(Data provided)

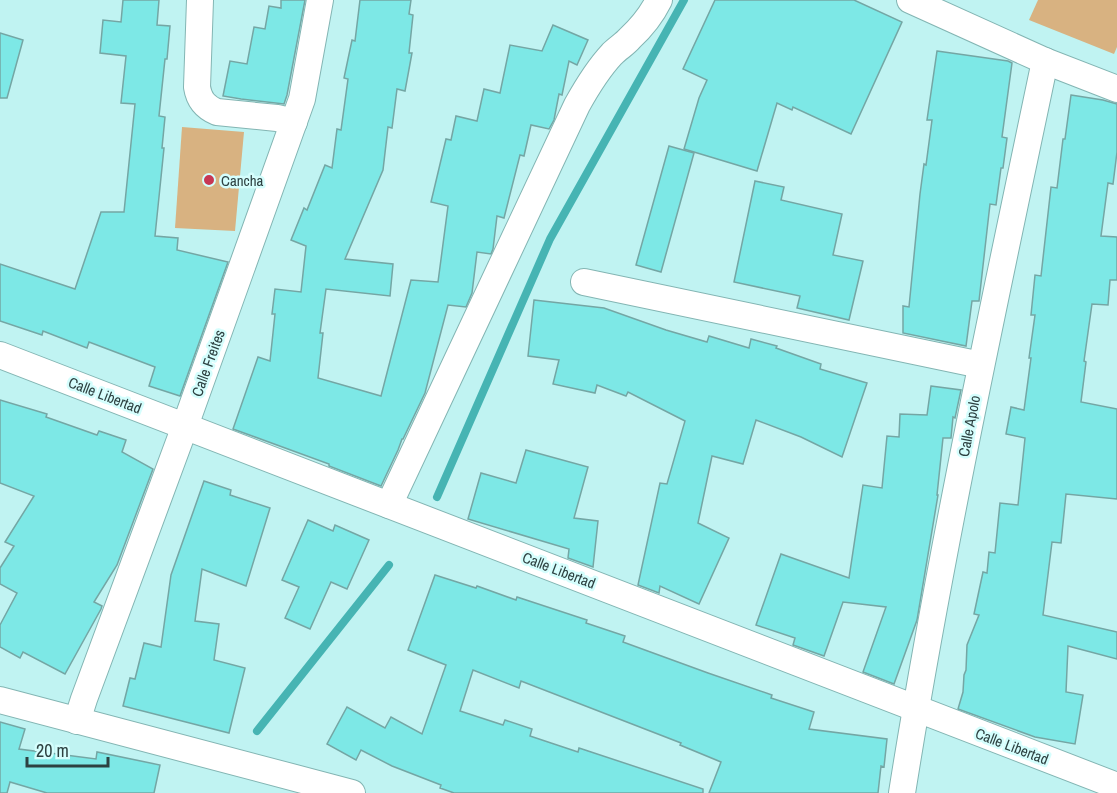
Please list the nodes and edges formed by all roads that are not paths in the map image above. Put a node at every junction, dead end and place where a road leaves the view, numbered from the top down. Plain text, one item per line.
1 (200, 0) edge
2 (320, 0) edge
3 (659, 0) edge
4 (910, 0) edge
5 (1045, 61) junction
6 (1117, 90) edge
7 (294, 122) junction
8 (584, 282) dead end
9 (0, 355) edge
10 (981, 365) junction
11 (185, 426) junction
12 (389, 505) junction
13 (0, 700) edge
14 (915, 708) junction
15 (77, 721) junction
16 (1117, 786) edge
17 (352, 793) edge
18 (902, 793) edge

1 - 7 street
2 - 7 street, Calle Freites
3 - 12 street
4 - 5 street
5 - 6 street
5 - 10 street, Calle Apolo
7 - 11 street, Calle Freites
8 - 10 street
9 - 11 street, Calle Libertad
10 - 14 street, Calle Apolo
11 - 12 street, Calle Libertad
11 - 15 street, Calle Freites
12 - 14 street, Calle Libertad
13 - 15 street
14 - 16 street, Calle Libertad
14 - 18 street, Calle Apolo
15 - 17 street

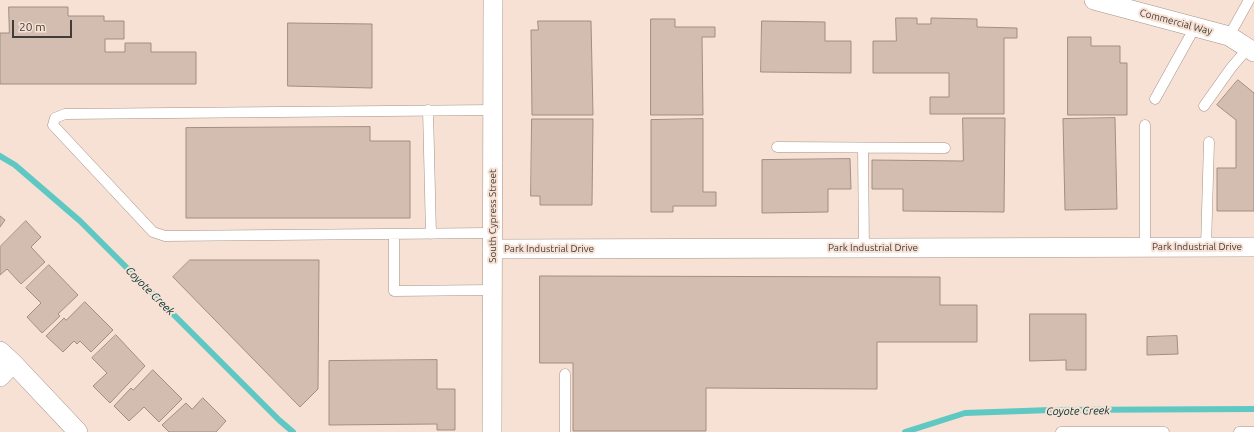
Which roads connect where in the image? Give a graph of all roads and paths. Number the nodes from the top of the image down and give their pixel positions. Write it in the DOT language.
graph roads {
  1 [pos="493,0"];
  2 [pos="1094,0"];
  3 [pos="1250,0"];
  4 [pos="1143,6"];
  5 [pos="1195,27"];
  6 [pos="1229,36"];
  7 [pos="1251,50"];
  8 [pos="1154,99"];
  9 [pos="1204,106"];
  10 [pos="428,110"];
  11 [pos="493,110"];
  12 [pos="1145,125"];
  13 [pos="1209,142"];
  14 [pos="777,147"];
  15 [pos="863,148"];
  16 [pos="945,148"];
  17 [pos="394,234"];
  18 [pos="431,234"];
  19 [pos="492,241"];
  20 [pos="1206,247"];
  21 [pos="1254,247"];
  22 [pos="864,248"];
  23 [pos="1145,248"];
  24 [pos="492,290"];
  25 [pos="7,357"];
  26 [pos="565,374"];
  27 [pos="0,377"];
  28 [pos="78,432"];
  29 [pos="492,432"];
  30 [pos="565,432"];
  31 [pos="1061,432"];
  32 [pos="1164,432"];
  33 [pos="1239,432"];
  34 [pos="1254,432"];
  1 -- 11 [label="street, South Cypress Street"];
  2 -- 4 [label="street, Commercial Way"];
  3 -- 6 [label="lane"];
  4 -- 5 [label="street, Commercial Way"];
  5 -- 6 [label="street, Commercial Way"];
  5 -- 8 [label="lane"];
  6 -- 7 [label="street, Commercial Way"];
  7 -- 9 [label="lane"];
  10 -- 11 [label="lane"];
  10 -- 17 [label="lane"];
  10 -- 18 [label="lane"];
  11 -- 19 [label="street, South Cypress Street"];
  12 -- 23 [label="lane"];
  13 -- 20 [label="lane"];
  14 -- 15 [label="lane"];
  15 -- 16 [label="lane"];
  15 -- 22 [label="lane"];
  17 -- 18 [label="lane"];
  17 -- 24 [label="lane"];
  18 -- 19 [label="lane"];
  19 -- 22 [label="street, Park Industrial Drive"];
  19 -- 24 [label="street, South Cypress Street"];
  20 -- 21 [label="street, Park Industrial Drive"];
  20 -- 23 [label="street, Park Industrial Drive"];
  22 -- 23 [label="street, Park Industrial Drive"];
  24 -- 29 [label="street, South Cypress Street"];
  25 -- 27 [label="street"];
  25 -- 28 [label="street"];
  26 -- 30 [label="lane"];
  31 -- 32 [label="lane"];
  33 -- 34 [label="lane"];
}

(End Data provided)

• [What you should do] Your job is to transcribe the records exactly and in full. Pictures are not part of the copy.

• [Response for this exercise]
Please list the nodes and edges formed by all roads that are not paths in the map image above. Put a node at every junction, dead end and place where a road leaves the view, numbered from the top down. Plain text, one item per line.
1 (200, 0) edge
2 (320, 0) edge
3 (659, 0) edge
4 (910, 0) edge
5 (1045, 61) junction
6 (1117, 90) edge
7 (294, 122) junction
8 (584, 282) dead end
9 (0, 355) edge
10 (981, 365) junction
11 (185, 426) junction
12 (389, 505) junction
13 (0, 700) edge
14 (915, 708) junction
15 (77, 721) junction
16 (1117, 786) edge
17 (352, 793) edge
18 (902, 793) edge

1 - 7 street
2 - 7 street, Calle Freites
3 - 12 street
4 - 5 street
5 - 6 street
5 - 10 street, Calle Apolo
7 - 11 street, Calle Freites
8 - 10 street
9 - 11 street, Calle Libertad
10 - 14 street, Calle Apolo
11 - 12 street, Calle Libertad
11 - 15 street, Calle Freites
12 - 14 street, Calle Libertad
13 - 15 street
14 - 16 street, Calle Libertad
14 - 18 street, Calle Apolo
15 - 17 street

Which roads connect where in the image? Give a graph of all roads and paths. Number the nodes from the top of the image down and give their pixel positions. Write it in the DOT language.
graph roads {
  1 [pos="493,0"];
  2 [pos="1094,0"];
  3 [pos="1250,0"];
  4 [pos="1143,6"];
  5 [pos="1195,27"];
  6 [pos="1229,36"];
  7 [pos="1251,50"];
  8 [pos="1154,99"];
  9 [pos="1204,106"];
  10 [pos="428,110"];
  11 [pos="493,110"];
  12 [pos="1145,125"];
  13 [pos="1209,142"];
  14 [pos="777,147"];
  15 [pos="863,148"];
  16 [pos="945,148"];
  17 [pos="394,234"];
  18 [pos="431,234"];
  19 [pos="492,241"];
  20 [pos="1206,247"];
  21 [pos="1254,247"];
  22 [pos="864,248"];
  23 [pos="1145,248"];
  24 [pos="492,290"];
  25 [pos="7,357"];
  26 [pos="565,374"];
  27 [pos="0,377"];
  28 [pos="78,432"];
  29 [pos="492,432"];
  30 [pos="565,432"];
  31 [pos="1061,432"];
  32 [pos="1164,432"];
  33 [pos="1239,432"];
  34 [pos="1254,432"];
  1 -- 11 [label="street, South Cypress Street"];
  2 -- 4 [label="street, Commercial Way"];
  3 -- 6 [label="lane"];
  4 -- 5 [label="street, Commercial Way"];
  5 -- 6 [label="street, Commercial Way"];
  5 -- 8 [label="lane"];
  6 -- 7 [label="street, Commercial Way"];
  7 -- 9 [label="lane"];
  10 -- 11 [label="lane"];
  10 -- 17 [label="lane"];
  10 -- 18 [label="lane"];
  11 -- 19 [label="street, South Cypress Street"];
  12 -- 23 [label="lane"];
  13 -- 20 [label="lane"];
  14 -- 15 [label="lane"];
  15 -- 16 [label="lane"];
  15 -- 22 [label="lane"];
  17 -- 18 [label="lane"];
  17 -- 24 [label="lane"];
  18 -- 19 [label="lane"];
  19 -- 22 [label="street, Park Industrial Drive"];
  19 -- 24 [label="street, South Cypress Street"];
  20 -- 21 [label="street, Park Industrial Drive"];
  20 -- 23 [label="street, Park Industrial Drive"];
  22 -- 23 [label="street, Park Industrial Drive"];
  24 -- 29 [label="street, South Cypress Street"];
  25 -- 27 [label="street"];
  25 -- 28 [label="street"];
  26 -- 30 [label="lane"];
  31 -- 32 [label="lane"];
  33 -- 34 [label="lane"];
}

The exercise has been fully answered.